The sender should read an input file and transmit it to a specified receiver using UDP sockets. It should split the input file into appropriately sized chunks of data, specify an initial sequence number for the connection, and append a checksum to each packet. The sequence number should increment by the size of the data sent in the packet (see textbook for specification).

Your sender must implement a reliable transport algorithm (i.e. sliding window). The receivers window size should be set to five packets, and ignore more than this. Your sender must be able to accept ack packets from the receiver. Any ack packets with an invalid checksum should be ignored.

Your sender should provide the following reliable service under the following network conditions:

Loss: arbitrary levels; you should be able to handle periods of 100% packet loss.

Corruption: arbitrary types and frequency.

Re-ordering: may arrive in any order, and

Duplication: you could see a packet any number of times.

Delay: packets may be delayed indefinitely (but in practice, generally not more than 10s).

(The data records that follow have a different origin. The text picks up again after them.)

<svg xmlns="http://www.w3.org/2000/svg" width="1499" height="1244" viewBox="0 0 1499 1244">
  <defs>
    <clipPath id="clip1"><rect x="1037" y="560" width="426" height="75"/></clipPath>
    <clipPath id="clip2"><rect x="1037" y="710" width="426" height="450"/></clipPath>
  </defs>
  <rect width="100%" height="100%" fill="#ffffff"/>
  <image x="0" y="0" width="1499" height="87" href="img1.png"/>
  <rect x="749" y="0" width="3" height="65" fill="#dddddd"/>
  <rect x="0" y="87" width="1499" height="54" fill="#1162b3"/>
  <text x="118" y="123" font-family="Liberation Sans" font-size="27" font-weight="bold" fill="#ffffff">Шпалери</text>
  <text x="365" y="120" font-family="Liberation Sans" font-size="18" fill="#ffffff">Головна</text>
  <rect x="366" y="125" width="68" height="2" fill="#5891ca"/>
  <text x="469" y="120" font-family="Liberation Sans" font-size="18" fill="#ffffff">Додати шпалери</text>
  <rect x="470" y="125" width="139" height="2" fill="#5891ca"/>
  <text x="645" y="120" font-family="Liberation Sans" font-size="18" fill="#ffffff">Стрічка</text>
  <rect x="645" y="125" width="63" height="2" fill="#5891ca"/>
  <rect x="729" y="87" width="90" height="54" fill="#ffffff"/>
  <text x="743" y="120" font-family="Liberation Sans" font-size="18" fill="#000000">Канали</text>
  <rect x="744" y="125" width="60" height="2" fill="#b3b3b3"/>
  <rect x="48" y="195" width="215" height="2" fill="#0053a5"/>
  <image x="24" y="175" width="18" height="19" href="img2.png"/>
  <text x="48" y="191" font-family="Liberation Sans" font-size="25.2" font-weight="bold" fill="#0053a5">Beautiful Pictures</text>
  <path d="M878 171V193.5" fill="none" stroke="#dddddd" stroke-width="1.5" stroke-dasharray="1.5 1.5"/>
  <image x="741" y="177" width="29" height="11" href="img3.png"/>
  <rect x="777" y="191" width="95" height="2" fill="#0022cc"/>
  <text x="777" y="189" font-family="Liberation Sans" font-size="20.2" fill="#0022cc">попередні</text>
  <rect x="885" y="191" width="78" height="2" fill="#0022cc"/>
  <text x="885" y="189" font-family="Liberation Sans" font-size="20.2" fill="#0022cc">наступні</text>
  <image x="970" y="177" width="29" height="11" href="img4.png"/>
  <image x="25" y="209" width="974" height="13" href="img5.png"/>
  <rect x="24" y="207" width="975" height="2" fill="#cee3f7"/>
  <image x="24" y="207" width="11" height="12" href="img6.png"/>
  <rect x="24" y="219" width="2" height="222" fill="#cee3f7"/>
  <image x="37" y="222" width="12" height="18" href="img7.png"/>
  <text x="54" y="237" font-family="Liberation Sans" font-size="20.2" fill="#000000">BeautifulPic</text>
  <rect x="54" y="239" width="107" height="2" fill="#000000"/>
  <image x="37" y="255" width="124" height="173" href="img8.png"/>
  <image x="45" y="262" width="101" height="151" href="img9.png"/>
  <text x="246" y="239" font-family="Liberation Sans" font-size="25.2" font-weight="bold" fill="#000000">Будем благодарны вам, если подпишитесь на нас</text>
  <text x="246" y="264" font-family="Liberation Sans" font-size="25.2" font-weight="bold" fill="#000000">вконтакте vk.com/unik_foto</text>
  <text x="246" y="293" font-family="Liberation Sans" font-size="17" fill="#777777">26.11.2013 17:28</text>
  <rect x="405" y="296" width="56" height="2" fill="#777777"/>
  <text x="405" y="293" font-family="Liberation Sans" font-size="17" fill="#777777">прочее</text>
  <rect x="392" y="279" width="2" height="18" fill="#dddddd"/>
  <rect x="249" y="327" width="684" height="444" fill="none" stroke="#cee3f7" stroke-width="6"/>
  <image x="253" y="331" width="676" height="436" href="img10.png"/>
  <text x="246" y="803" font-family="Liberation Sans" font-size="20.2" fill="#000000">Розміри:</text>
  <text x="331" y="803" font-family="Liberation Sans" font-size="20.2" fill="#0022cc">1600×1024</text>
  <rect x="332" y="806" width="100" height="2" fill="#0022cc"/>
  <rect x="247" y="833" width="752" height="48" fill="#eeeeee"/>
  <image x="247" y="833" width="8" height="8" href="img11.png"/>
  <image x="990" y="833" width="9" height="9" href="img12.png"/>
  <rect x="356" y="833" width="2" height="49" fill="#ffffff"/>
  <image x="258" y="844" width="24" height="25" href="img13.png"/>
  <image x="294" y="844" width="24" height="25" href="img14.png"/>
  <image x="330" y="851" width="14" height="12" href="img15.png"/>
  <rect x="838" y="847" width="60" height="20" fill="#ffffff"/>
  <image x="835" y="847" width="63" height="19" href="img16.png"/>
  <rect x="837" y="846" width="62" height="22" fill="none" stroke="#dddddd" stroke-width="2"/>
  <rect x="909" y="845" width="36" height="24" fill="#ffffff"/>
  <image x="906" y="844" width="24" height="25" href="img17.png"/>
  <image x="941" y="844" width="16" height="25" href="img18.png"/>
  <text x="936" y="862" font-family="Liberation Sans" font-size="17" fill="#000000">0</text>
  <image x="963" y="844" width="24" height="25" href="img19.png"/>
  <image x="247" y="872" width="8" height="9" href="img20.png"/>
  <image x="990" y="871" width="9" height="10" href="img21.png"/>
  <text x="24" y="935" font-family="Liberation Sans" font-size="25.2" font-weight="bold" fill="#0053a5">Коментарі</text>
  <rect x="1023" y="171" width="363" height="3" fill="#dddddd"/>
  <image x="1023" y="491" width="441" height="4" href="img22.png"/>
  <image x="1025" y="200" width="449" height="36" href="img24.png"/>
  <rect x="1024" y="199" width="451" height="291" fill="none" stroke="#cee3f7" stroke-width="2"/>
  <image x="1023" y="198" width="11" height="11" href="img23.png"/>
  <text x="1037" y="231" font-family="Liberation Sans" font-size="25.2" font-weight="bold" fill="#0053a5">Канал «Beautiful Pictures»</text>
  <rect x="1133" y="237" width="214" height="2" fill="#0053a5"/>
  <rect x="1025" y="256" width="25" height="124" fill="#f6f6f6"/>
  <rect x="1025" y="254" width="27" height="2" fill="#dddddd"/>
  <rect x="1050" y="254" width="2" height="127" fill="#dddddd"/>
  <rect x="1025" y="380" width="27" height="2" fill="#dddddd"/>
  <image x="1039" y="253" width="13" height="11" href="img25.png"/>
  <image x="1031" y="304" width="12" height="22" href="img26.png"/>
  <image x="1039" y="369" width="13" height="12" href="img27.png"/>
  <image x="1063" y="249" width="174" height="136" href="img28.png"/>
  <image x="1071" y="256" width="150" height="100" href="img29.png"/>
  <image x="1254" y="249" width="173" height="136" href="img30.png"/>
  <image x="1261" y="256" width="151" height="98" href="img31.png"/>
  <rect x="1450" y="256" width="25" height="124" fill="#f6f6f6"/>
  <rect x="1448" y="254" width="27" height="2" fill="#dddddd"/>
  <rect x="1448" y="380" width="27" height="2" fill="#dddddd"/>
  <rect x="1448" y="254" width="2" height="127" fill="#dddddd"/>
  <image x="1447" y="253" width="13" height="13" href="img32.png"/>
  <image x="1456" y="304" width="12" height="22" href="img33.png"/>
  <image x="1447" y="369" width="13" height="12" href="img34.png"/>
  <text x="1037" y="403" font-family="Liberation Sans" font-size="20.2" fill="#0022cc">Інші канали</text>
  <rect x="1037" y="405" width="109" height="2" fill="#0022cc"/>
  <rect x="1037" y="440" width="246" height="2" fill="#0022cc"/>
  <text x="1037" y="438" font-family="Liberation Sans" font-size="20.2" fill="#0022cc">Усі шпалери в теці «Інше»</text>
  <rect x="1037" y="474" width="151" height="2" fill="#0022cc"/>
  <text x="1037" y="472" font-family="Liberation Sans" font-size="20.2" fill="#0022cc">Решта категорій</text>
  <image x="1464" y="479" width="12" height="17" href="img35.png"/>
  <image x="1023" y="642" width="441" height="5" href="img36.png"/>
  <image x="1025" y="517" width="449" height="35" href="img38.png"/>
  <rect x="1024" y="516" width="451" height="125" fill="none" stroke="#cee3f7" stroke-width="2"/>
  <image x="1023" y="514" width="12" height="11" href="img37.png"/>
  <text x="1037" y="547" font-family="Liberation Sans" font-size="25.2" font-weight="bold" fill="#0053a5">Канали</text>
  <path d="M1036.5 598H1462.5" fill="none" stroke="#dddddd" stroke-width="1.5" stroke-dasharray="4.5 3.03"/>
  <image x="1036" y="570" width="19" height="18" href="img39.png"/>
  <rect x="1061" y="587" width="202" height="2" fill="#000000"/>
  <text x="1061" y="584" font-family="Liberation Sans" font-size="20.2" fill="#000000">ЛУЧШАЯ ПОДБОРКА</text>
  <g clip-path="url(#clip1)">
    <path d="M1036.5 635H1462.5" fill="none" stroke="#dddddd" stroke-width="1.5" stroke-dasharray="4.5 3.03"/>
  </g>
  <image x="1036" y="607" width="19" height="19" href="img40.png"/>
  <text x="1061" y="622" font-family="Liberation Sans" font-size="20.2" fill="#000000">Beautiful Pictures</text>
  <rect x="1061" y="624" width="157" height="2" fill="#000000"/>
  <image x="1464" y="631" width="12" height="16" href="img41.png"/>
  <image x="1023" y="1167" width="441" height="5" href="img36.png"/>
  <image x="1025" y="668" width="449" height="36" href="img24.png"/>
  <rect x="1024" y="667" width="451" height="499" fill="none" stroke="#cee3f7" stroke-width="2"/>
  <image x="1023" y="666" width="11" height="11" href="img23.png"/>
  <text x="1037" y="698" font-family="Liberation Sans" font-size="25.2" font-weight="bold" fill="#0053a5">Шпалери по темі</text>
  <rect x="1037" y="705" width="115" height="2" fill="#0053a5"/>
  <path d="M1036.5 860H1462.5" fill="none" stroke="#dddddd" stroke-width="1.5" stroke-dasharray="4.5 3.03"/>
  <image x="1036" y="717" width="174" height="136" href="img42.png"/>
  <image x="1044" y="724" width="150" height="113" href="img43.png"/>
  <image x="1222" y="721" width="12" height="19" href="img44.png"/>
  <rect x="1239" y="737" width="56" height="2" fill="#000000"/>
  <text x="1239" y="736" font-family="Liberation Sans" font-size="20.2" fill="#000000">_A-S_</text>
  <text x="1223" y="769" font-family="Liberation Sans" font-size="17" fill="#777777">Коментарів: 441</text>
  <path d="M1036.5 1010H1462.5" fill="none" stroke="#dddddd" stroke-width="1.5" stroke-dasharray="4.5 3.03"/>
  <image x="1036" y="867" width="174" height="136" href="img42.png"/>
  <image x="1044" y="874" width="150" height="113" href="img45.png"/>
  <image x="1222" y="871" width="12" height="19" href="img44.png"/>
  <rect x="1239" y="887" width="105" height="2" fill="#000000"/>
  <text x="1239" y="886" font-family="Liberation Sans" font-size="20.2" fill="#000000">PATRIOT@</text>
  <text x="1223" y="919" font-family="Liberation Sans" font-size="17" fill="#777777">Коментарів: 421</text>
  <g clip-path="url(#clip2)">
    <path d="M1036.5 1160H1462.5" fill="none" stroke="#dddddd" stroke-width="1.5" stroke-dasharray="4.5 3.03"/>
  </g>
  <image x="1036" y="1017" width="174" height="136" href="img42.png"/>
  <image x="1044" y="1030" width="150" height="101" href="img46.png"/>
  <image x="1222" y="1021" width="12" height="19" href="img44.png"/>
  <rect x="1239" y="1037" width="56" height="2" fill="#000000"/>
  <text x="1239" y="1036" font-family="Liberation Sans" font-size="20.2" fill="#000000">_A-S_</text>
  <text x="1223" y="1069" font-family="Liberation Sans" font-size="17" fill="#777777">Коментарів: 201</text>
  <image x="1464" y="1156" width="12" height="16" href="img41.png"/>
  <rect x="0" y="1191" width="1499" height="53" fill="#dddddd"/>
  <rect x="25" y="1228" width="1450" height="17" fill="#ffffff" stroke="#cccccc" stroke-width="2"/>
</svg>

Your sender should be invoked with the following command: python3 Sender.py -f -a p (filename, ip address, and port) Some final notes about the sender:

The sender should implement a 500ms retransmission timer to automatically retransmit packets that were never acknowledged (potentially due to ack packets being lost). I do not expect you to use an adaptive timeout.

Your sender should support a window size of 5 packets (i.e., 5 unacknowledged packets).

Your sender should roughly meet or exceed the performance (in both time and number of packets required to complete a transfer) of a properly implemented sliding-window based sender.

Your sender should be able to handle arbitrary message data (i.e., it should be able to send an image file just as easily as a text file).

Any packets received with an invalid checksum should be ignored.

Your implementation must run on Windows or Unix system. However, it should work on any system that runs Python 3.x.

Your sender should be written in Python 3.5 or greater and adhere to the standards given in PEP 8, Style Guidelines for Python Code.

Your sender MUST produce console output during normal execution; Python exception messages are great, but try to avoid having your program crash in the first place. The console output should show when acks are received and messages sent. Also, if the server closes the session because of a timeout, a message should show on the console.

Use the Python library binascii.crc32() to create a checksum for your message.